Cara Lwin
Advisor: Amber Hackstadt
BS, Microbiology (minors in Chemistry, Computer Science, Neuroscience, and Economics), University of Pittsburgh
At Vanderbilt University Medical Center since 2022. Currently Biostatistician.
Activities include:
- Biostatistics Graduate Student Association Vice President, 2021–2022
Publications include:
- "Severity of Respiratory Syncytial Virus vs COVID-19 and Influenza Among Hospitalized US Adults" (JAMA Network Open 2024)
- "Interim Effectiveness of Updated 2023-2024 (Monovalent XBB.1.5) COVID-19 Vaccines Against COVID-19-Associated Emergency Department and Urgent Care Encounters and Hospitalization Among Immunocompetent Adults Aged ≥18 Years - VISION and IVY Networks, September 2023-January 2024" (Morbidity and Mortality Weekly Report 2024, as a member of "CDC COVID-19 Vaccine Effective Collaborators")
- "Neuropathy target esterase activity predicts retinopathy among PNPLA6 disorders" (preprint at bioRxiv 2023)
- "LigGrep: a tool for filtering docked poses to improve virtual-screening hit rates" (Journal of Cheminformatics 2020)

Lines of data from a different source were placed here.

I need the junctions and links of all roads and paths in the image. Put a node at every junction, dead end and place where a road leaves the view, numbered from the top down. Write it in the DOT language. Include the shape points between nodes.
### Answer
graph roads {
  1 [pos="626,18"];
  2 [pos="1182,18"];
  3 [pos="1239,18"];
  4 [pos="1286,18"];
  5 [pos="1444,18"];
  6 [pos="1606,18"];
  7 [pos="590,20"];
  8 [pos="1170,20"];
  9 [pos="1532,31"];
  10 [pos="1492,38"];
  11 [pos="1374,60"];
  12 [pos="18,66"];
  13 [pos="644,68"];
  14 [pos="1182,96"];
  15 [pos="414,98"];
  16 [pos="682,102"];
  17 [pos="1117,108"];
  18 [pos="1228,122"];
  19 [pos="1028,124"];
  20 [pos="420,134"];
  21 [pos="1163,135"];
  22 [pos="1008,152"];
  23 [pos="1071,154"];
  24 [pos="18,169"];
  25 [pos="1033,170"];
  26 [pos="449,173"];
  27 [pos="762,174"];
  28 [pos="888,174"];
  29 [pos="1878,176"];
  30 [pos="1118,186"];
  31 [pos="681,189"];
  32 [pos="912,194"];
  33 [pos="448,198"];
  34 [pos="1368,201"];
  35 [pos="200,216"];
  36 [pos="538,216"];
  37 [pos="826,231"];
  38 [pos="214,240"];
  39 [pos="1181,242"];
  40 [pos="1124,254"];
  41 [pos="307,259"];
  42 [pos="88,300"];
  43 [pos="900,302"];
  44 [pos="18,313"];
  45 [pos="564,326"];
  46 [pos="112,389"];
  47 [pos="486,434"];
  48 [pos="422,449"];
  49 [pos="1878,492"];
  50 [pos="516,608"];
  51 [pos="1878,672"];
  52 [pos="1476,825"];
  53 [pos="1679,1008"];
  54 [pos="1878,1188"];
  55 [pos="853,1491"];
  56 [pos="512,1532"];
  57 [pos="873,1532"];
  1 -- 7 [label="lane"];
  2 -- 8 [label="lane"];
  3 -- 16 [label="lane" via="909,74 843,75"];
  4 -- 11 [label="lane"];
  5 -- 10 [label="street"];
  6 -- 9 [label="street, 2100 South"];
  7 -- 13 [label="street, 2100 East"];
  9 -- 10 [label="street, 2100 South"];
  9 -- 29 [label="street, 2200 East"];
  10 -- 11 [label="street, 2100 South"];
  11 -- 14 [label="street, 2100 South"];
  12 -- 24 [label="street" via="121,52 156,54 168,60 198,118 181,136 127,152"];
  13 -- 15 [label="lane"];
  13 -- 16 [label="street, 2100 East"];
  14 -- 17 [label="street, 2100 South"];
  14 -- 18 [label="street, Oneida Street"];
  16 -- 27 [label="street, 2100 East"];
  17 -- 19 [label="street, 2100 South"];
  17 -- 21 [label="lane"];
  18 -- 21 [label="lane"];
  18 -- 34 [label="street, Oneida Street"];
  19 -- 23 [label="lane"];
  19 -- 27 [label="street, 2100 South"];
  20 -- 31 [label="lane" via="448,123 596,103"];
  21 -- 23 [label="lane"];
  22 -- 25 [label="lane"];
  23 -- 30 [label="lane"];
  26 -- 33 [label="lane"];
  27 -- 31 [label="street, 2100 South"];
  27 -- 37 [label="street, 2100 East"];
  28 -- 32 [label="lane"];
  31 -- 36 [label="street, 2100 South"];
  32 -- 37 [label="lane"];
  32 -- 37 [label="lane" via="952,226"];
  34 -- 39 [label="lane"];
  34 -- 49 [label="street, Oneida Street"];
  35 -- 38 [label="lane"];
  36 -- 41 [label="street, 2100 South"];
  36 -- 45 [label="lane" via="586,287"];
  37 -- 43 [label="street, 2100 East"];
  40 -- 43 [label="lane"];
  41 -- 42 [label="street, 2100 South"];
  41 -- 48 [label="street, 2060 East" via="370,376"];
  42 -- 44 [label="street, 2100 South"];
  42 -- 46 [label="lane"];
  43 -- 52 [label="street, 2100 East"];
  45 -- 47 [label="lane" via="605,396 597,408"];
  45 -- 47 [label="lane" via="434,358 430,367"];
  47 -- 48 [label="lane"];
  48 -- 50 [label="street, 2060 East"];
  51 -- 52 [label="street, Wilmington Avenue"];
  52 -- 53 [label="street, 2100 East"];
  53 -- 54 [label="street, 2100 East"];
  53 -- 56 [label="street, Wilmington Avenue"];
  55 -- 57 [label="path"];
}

- "Genetic testing for inherited eye conditions in over 6,000 individuals through the eyeGENE network" (American Journal of Medical Genetics, Part C 2020)
Research Information
MS thesis abstract:
This study uses a Bayesian approach and survival models to analyze a large observational data set obtained from electronic health records. We model the association between DPP4 and SGLT2 diabetes therapies and major adverse cardiovascular events. The Bayesian approach allows us to incorporate information from previous studies and obtain credible intervals. Credible intervals allow us to make probability statements when discussing the parameters of interest. To address the lack of randomization, we implement propensity score matching using the nearest-neighbor approach and a caliper. We compare the traditional Cox proportional hazards model to three Bayesian survival models: one with an uninformative prior, one with a prior derived from a metaanalysis of previous trials, and one with a prior having a small variance. We compare results by looking at common estimates of interest, including the survival function, hazard ratio, and restricted mean survival time. We found that a Bayesian model with an uninformative prior has similar results to the Cox proportional hazards model. Models with informative priors are an effective way to incorporate clinical knowledge but note that the variance of the prior should be considered carefully.